What needs to be done:
Every entry should be reproduced precisely, with each picture left out.

Material for this exercise: Begin

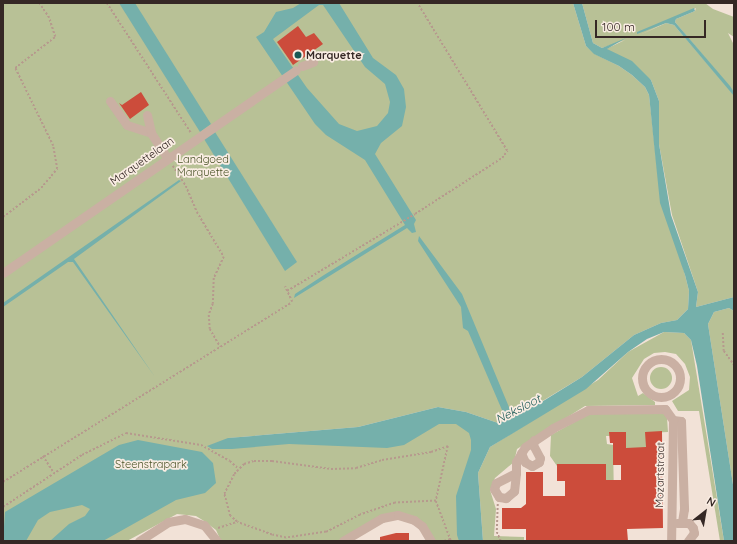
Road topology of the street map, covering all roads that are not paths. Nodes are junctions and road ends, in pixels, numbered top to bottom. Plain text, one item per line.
1 (313, 62) dead end
2 (110, 101) dead end
3 (147, 115) dead end
4 (151, 133) junction
5 (167, 158) junction
6 (3, 273) edge
7 (661, 398) junction
8 (665, 409) junction
9 (673, 420) junction
10 (534, 440) junction
11 (521, 453) junction
12 (516, 473) junction
13 (682, 521) junction
14 (671, 531) junction
15 (139, 541) edge
16 (217, 541) edge
17 (343, 541) edge
18 (431, 541) edge
19 (671, 541) edge
20 (688, 541) edge

1 - 5 street, Marquettelaan
2 - 4 street
3 - 4 street
4 - 5 street
5 - 6 street, Marquettelaan
7 - 7 street
7 - 8 street, Mozartstraat
8 - 9 street, Mozartstraat
8 - 10 street
9 - 13 street, Mozartstraat
9 - 14 street, Mozartstraat
10 - 11 street
10 - 11 street
11 - 12 street
12 - 12 street
13 - 14 street
13 - 20 street
14 - 19 street, Mozartstraat
15 - 16 street
17 - 18 street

Material for this exercise: End

Response area:
Road topology of the street map, covering all roads that are not paths. Nodes are junctions and road ends, in pixels, numbered top to bottom. Plain text, one item per line.
1 (313, 62) dead end
2 (110, 101) dead end
3 (147, 115) dead end
4 (151, 133) junction
5 (167, 158) junction
6 (3, 273) edge
7 (661, 398) junction
8 (665, 409) junction
9 (673, 420) junction
10 (534, 440) junction
11 (521, 453) junction
12 (516, 473) junction
13 (682, 521) junction
14 (671, 531) junction
15 (139, 541) edge
16 (217, 541) edge
17 (343, 541) edge
18 (431, 541) edge
19 (671, 541) edge
20 (688, 541) edge

1 - 5 street, Marquettelaan
2 - 4 street
3 - 4 street
4 - 5 street
5 - 6 street, Marquettelaan
7 - 7 street
7 - 8 street, Mozartstraat
8 - 9 street, Mozartstraat
8 - 10 street
9 - 13 street, Mozartstraat
9 - 14 street, Mozartstraat
10 - 11 street
10 - 11 street
11 - 12 street
12 - 12 street
13 - 14 street
13 - 20 street
14 - 19 street, Mozartstraat
15 - 16 street
17 - 18 street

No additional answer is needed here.